“You don’t get to a place by constantly moving, even if your journey is only one of sitting still and waiting. Every once in a while you have to stop in your tracks and admire the view, a small cloud and tree outside your window. You have to see what you did not see before. And then you sleep.”
Queenie Hennessy is dying.
In a Northumberland hospice surrounded by various other colourful characters this once vivacious woman is preparing to say goodbye. Riddled with a cancer that has left her unable to talk, she is ready to make peace with life, her beloved sea-garden and the man she loves, Harold Fry. But a note that was to provide closure to one of the most important chapters in her life instead has left Queenie reeling with the news that her former colleague and old flame is walking – indeed, walking all the way from Devon across the whole of England to come and say a final goodbye.
Rachel Joyce wrote The Unlikely Pilgrimage of Harold Fry which chronicled a senior citizen’s trek across the country as he strode towards an old friend in unlikely walking gear. But this is Queenie’s story, a tale told in parallel, a companion to the first rather than a sequel. This story begins in the twilight hours, in a hospice that although brightened with vivacious veterans of life still bodes the inevitable stillness that must come to all one by one– empty chairs, absent voices and pens that will at some point must be capped. Everybody has to play the game, the waiting game and at the recommendation from one of the new nuns, Queenie begins to write a letter for Harold. These letters go back in time, through memory, both its pains and pleasures to the first kindling of feelings, her relationship with his son and her own reasons for moving on and away from the man she dearly loved.
Joyce is an evocative writer. She has a marvellous ability to capture dialogue and her rich descriptions effortlessly create visual landscapes. The nuns and the hospice are perhaps the most vivid scenes with the pathos and the dignity both captured in equal, genteel measure. Harold as a character seen through Queenie’s eyes can do no wrong, such is her unrequited love, but his son is her weakness. There are secrets, not told with the grandeur of climax but quietly and intimately; reminisces that cherish the sense of being alone and yet never fully escape from the loneliness that has been enforced to some extent. The stories are always told through lenses of memory and perspective, and Joyce’s lightness of touch never lets us forget that we are privileged to be part of this final farewell. The segues work remarkably well too, the contrast between the past and the present, the illusions and the effects of the medication, the unattractive realities of sight, sound and smell all create a sensory aesthetic that becomes the tale as it does its main character.
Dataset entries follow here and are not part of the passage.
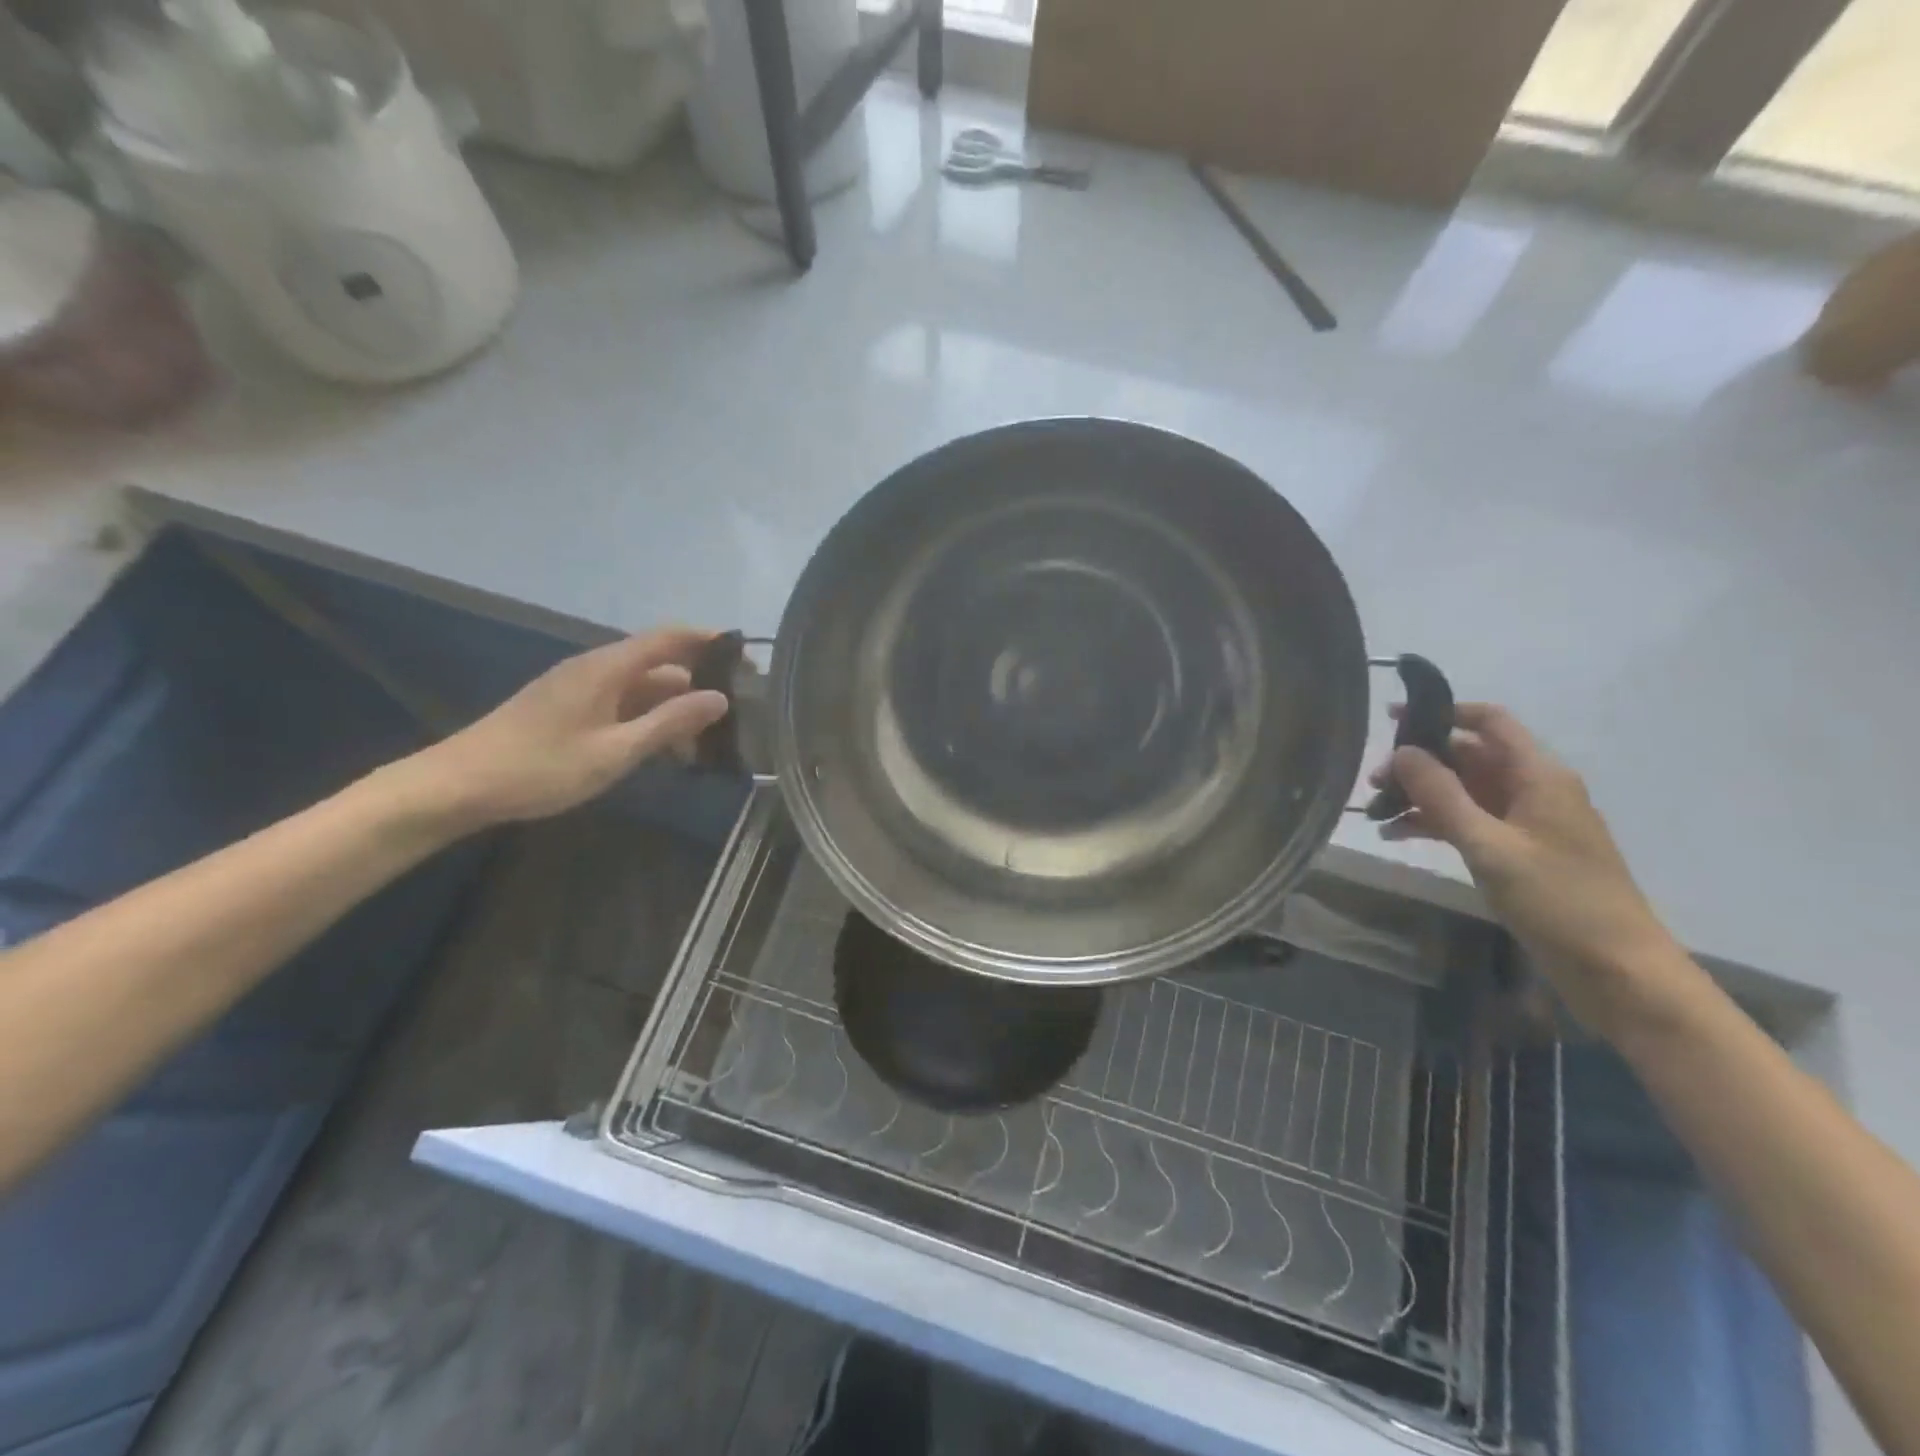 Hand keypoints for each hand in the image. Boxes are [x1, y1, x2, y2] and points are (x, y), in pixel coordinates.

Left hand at [398, 628, 729, 829]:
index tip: (748, 656)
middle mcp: (596, 668)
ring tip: (707, 741)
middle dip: (699, 684)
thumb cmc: (541, 767)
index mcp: (607, 668)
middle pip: (660, 664)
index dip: (710, 640)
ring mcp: (580, 688)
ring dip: (675, 708)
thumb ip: (669, 723)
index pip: (669, 638)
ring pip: (642, 688)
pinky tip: (664, 750)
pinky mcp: (569, 708)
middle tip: (736, 712)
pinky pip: (622, 704)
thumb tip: (719, 698)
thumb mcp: (615, 750)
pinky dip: (649, 720)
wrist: (458, 785)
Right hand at [1370, 703, 1678, 1030]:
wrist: (1617, 970)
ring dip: (1419, 796)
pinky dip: (1432, 823)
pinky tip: (1396, 836)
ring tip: (1376, 811)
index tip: (1392, 717)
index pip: (1489, 722)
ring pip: (1462, 791)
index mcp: (1538, 776)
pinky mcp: (1517, 851)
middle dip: (1418, 763)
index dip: (1443, 712)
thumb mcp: (1490, 846)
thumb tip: (1401, 752)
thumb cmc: (1559, 901)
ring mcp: (1524, 822)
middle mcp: (1532, 789)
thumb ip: (1442, 796)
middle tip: (1371, 781)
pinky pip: (1467, 822)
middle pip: (1468, 756)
Strong, feminine and confident, Joyce’s is a touching and genuinely moving farewell, not a huzzah in any sense but a quiet pride and joy in sharing, living and telling one’s story. Joyce’s ability to create such a compellingly nuanced world, complete with all the residues and traces of life’s different chapters is an admirable feat. It is a work of fiction that captures those hours before the dawn, before the day that come to take a soul away – it is a walk, step-by-step through the silver hours of life.